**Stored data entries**
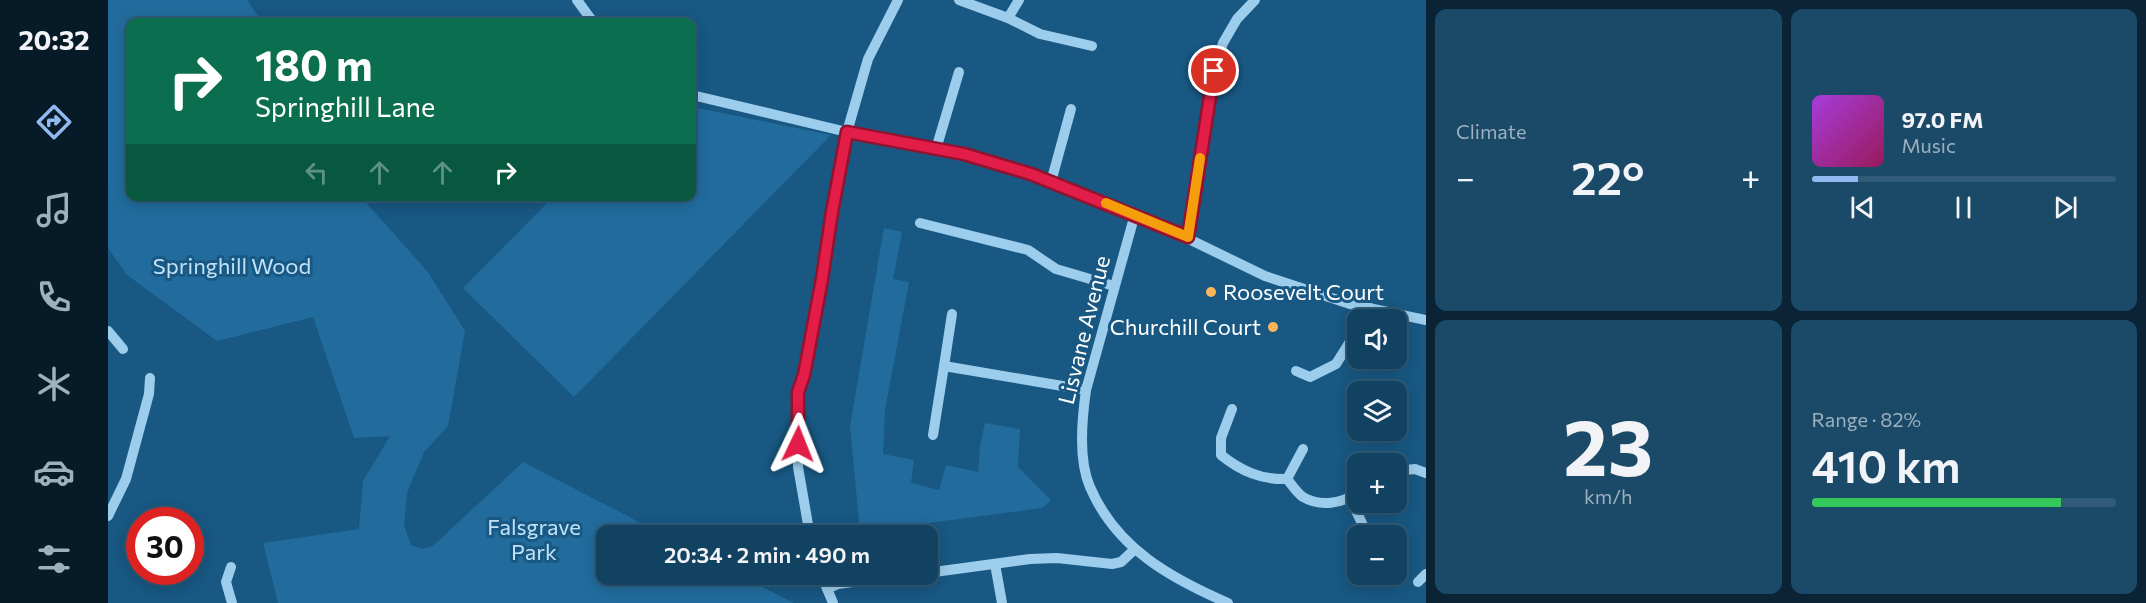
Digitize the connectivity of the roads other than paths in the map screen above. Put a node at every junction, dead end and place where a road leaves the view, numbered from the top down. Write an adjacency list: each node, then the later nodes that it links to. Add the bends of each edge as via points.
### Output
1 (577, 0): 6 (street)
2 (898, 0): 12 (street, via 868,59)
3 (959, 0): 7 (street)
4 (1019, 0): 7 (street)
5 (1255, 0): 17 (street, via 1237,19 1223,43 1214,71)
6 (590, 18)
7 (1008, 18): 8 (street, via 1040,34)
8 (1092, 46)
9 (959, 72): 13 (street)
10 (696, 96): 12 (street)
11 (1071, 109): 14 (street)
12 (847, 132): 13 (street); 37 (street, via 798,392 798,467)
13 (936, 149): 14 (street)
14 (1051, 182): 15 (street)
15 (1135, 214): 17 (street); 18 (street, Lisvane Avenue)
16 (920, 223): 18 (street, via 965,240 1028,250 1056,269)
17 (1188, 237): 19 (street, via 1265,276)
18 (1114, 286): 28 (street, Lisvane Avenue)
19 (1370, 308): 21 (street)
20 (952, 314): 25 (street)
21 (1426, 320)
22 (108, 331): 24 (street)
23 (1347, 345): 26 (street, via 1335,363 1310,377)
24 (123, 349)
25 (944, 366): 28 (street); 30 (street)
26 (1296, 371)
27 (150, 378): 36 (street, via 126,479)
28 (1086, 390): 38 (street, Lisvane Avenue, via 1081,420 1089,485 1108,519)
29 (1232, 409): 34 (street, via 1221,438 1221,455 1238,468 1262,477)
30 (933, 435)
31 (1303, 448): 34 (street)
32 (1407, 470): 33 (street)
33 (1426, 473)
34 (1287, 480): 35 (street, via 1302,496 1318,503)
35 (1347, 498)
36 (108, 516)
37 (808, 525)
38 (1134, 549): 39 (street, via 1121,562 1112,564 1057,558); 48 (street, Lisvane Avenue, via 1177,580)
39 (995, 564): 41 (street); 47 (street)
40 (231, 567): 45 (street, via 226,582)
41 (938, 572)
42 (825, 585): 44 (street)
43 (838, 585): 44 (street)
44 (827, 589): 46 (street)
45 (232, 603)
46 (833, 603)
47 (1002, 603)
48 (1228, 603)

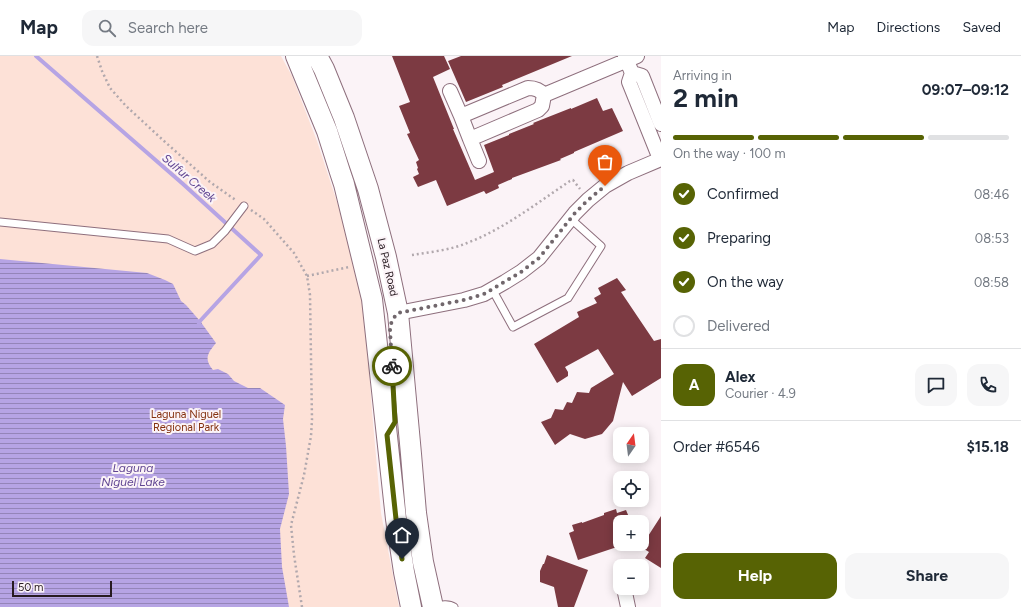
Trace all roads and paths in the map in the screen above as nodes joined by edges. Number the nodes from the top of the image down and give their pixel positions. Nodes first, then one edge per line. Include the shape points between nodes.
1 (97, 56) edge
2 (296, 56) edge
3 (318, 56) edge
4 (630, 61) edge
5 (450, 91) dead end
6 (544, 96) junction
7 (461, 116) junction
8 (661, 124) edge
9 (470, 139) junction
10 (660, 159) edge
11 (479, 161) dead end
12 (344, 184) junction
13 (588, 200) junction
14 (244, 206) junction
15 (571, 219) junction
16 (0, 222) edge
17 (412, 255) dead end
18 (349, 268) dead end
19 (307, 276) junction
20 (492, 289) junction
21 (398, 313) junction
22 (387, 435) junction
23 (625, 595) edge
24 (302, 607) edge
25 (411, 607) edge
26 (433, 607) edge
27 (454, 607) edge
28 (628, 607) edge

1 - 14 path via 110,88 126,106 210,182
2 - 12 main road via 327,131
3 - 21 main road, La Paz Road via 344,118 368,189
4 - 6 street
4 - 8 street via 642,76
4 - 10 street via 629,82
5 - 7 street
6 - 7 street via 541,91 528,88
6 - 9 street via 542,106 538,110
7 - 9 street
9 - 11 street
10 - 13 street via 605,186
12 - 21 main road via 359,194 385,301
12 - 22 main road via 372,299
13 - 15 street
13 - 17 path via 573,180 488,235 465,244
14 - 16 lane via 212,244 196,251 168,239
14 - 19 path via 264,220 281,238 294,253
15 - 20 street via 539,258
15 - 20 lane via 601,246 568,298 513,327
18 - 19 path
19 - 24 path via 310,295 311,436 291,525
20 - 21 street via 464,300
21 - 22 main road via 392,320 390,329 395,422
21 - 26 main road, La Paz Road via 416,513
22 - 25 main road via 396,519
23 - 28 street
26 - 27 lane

--

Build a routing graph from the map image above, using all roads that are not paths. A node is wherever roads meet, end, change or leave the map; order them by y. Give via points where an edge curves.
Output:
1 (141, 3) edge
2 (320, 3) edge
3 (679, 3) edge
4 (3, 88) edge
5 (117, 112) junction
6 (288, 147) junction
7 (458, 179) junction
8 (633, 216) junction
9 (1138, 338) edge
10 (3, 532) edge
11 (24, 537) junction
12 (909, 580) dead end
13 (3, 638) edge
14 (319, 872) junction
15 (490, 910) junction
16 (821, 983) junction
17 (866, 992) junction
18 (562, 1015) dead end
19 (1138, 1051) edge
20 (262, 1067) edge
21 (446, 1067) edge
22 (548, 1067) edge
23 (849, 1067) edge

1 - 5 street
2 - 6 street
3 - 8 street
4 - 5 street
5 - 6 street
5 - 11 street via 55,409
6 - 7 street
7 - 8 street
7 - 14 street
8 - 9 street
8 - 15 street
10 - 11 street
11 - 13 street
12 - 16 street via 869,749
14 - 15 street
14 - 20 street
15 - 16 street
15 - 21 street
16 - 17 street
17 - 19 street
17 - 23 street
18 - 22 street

**TO DO**
Gather up the lines containing the word "where" from these records and copy them.

**EXERCISE OUTPUT**
Digitize the connectivity of the roads other than paths in the map screen above. Put a node at every junction, dead end and place where a road leaves the view, numbered from the top down. Write an adjacency list: each node, then the later nodes that it links to. Add the bends of each edge as via points.
Build a routing graph from the map image above, using all roads that are not paths. A node is wherever roads meet, end, change or leave the map; order them by y. Give via points where an edge curves.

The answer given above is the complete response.